Using Bash to Query the CrowdTangle API and Parsing Outputs to CSV with R

tutorial crowdtangle bash R

Similar to my post on querying the Twitter API through Twurl, I recently found automatizing queries to Facebook’s CrowdTangle API services to improve my understanding of its data and functionality considerably. Notably, this also resulted in the returned post data having more variables than the ones being returned by the GUI download interface. Still, as there are a few obstacles before successfully employing a shell data pipeline accessing CrowdTangle data, I am going to document my work in progress here.

This time, I moved from Windows Batch to Bash, which can easily be run on a Windows machine through Cygwin. Additionally, I used cURL, which is what “Twurl” for accessing the Twitter API is built on. For a quick install, you can also type choco install curl in your shell.

The puzzle pieces

The Token

First, you will need a token string which you can access in CrowdTangle via Settings (aka gear in the top right corner), API Access.

I recommend storing this token in a file called “token.txt”. In that way the token can be read in at the beginning of a script and stored in a variable (e.g., through token=$(cat token.txt). This comes in handy when you want to share your code with multiple researchers or in public repositories.

The Query

Next, you need to have an idea of what kind of data you want to download and what the corresponding URL query looks like. I highly recommend checking out CrowdTangles “API Cheat Sheet”. CrowdTangle also offers a JSON file including query templates that can be read in by Postman, which is nice for a start. Ultimately, you might want to learn how to send and automatize queries yourself though.
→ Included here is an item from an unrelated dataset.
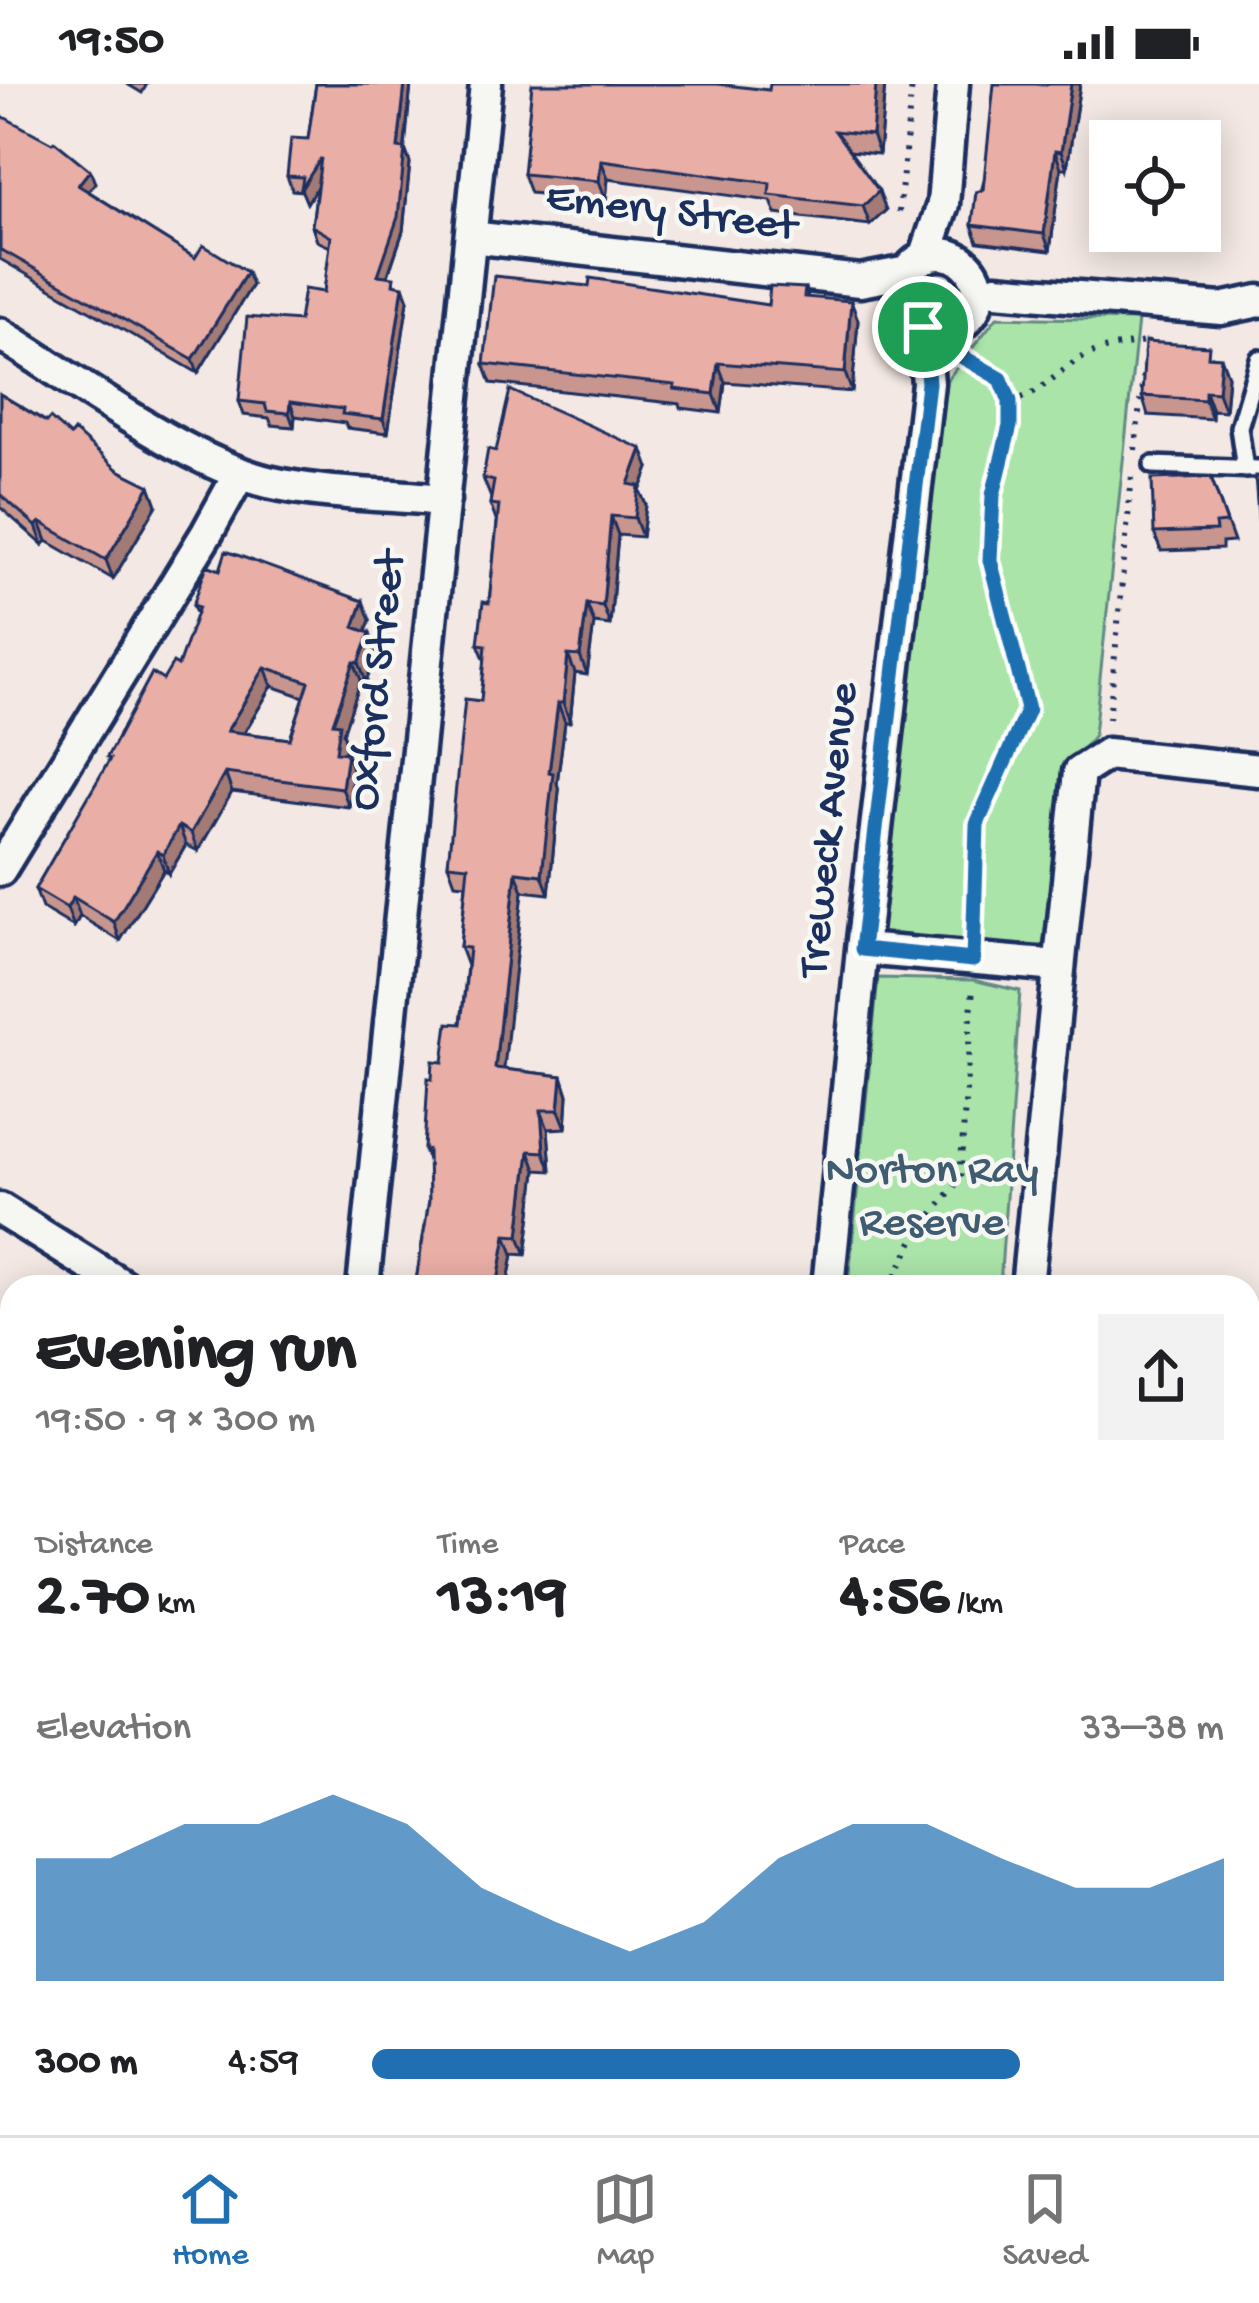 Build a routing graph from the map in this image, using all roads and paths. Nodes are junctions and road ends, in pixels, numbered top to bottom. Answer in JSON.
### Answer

In my use case, I am downloading public post data from a list, which is like a collection of topic-specific public accounts. This list has a specific identifier which is located at the URL connected to the list in your CrowdTangle dashboard.

Of course, we also need a timeframe to download the data within. This is kinda tricky because each query returns up to 100 posts (10 per default) but does not send a warning when this limit is exceeded (read: posts are missed and not downloaded). All timestamps are in the format yyyy:mm:ddThh:mm:ss in UTC/GMT time. Furthermore, no timeframe in requests should be greater than a year. Additionally, the /search endpoint for posts currently allows for 6 queries per minute, so if your download speed is fast (unlike mine), then you might want to incorporate a sleep <number of seconds> command into your bash script.

Finally, we arrive at the following query for downloading posts in list 123456 in 2019:

curl "https://api.crowdtangle.com/posts?token=<your token>&startDate=2019-01-01T00:00:00&endDate=2020-01-01T00:00:00&listIds=123456"

For comprehensive documentation of the /search endpoint, check out CrowdTangle’s GitHub documentation.

The Download Script

First, we need a bunch of timeframes to download data within. Handling Timestamps in Unix can be tough, therefore I created timeframes in R and wrote them to a file called timeframes.txt.

Imagine we want to send queries for each hour in January 2020, then we could run the following R-script:

library(stringr)
times <- seq.POSIXt(as.POSIXct("2020-01-01"), as.POSIXct("2020-02-01"), by = "60 min")
times <- times %>%
    as.character() %>%
    str_replace_all(" CET", "") %>%   # attention, your timezone might not be CET
    str_replace_all(" ", "T")   

sink("timeframes.txt")
for (time in all)
    cat(time, "\n")
sink()    

Then, we could just read in timeframes.txt line by line using Bash. This, however, requires a bit of text cleaning, such that we arrive at the following script that reads in the timestamps as the end of each timeframe and then pushes that timestamp to the “start position” of the next timeframe.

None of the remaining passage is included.